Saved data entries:
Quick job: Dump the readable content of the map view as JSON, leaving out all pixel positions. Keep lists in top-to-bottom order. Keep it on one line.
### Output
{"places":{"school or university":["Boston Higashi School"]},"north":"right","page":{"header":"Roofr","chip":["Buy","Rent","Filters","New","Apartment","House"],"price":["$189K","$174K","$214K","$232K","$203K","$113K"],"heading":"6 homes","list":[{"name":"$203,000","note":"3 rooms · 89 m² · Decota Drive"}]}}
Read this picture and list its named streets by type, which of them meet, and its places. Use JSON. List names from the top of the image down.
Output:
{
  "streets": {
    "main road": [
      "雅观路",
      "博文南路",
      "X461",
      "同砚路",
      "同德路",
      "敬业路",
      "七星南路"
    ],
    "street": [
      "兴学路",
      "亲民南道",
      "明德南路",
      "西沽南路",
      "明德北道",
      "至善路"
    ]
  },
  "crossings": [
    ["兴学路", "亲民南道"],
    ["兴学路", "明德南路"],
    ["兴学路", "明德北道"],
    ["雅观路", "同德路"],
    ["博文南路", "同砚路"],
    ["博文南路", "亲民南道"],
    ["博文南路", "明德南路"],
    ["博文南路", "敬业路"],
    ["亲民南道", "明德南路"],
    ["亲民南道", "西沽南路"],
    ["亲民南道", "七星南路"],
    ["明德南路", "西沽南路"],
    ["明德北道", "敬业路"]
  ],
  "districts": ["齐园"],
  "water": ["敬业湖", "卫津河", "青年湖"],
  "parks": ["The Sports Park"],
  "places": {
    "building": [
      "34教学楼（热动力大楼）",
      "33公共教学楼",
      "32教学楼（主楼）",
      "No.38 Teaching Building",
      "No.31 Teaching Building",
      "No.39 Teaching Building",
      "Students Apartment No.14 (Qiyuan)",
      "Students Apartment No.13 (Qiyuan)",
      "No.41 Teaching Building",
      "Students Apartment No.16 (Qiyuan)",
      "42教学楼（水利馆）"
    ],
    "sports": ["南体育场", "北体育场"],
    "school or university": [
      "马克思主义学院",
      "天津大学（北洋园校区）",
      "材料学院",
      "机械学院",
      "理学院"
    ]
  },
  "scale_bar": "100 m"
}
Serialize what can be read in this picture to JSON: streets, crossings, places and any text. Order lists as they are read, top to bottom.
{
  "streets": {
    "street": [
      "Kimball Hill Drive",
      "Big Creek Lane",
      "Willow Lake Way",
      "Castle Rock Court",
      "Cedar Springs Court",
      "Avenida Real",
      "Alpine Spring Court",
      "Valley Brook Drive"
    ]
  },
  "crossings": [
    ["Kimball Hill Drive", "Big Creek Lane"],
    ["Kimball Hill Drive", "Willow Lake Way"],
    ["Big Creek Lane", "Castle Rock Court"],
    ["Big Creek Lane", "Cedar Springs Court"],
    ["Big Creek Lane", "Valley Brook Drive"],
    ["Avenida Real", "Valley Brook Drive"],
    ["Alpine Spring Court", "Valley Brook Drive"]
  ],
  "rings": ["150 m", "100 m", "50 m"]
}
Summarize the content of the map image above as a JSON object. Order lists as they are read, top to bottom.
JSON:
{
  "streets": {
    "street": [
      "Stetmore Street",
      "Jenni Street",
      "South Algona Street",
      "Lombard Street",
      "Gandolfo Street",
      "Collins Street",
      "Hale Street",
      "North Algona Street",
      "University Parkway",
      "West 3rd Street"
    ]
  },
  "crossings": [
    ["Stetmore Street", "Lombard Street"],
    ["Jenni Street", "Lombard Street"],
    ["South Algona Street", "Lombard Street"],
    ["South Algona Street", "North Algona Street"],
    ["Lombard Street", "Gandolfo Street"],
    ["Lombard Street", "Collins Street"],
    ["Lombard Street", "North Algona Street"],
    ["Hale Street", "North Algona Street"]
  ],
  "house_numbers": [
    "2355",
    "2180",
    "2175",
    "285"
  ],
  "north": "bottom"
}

Work required:
Where a line of the data includes the string "image", list that line.

Problem solution:
Read this picture and list its named streets by type, which of them meet, and its places. Use JSON. List names from the top of the image down.
Summarize the content of the map image above as a JSON object. Order lists as they are read, top to bottom.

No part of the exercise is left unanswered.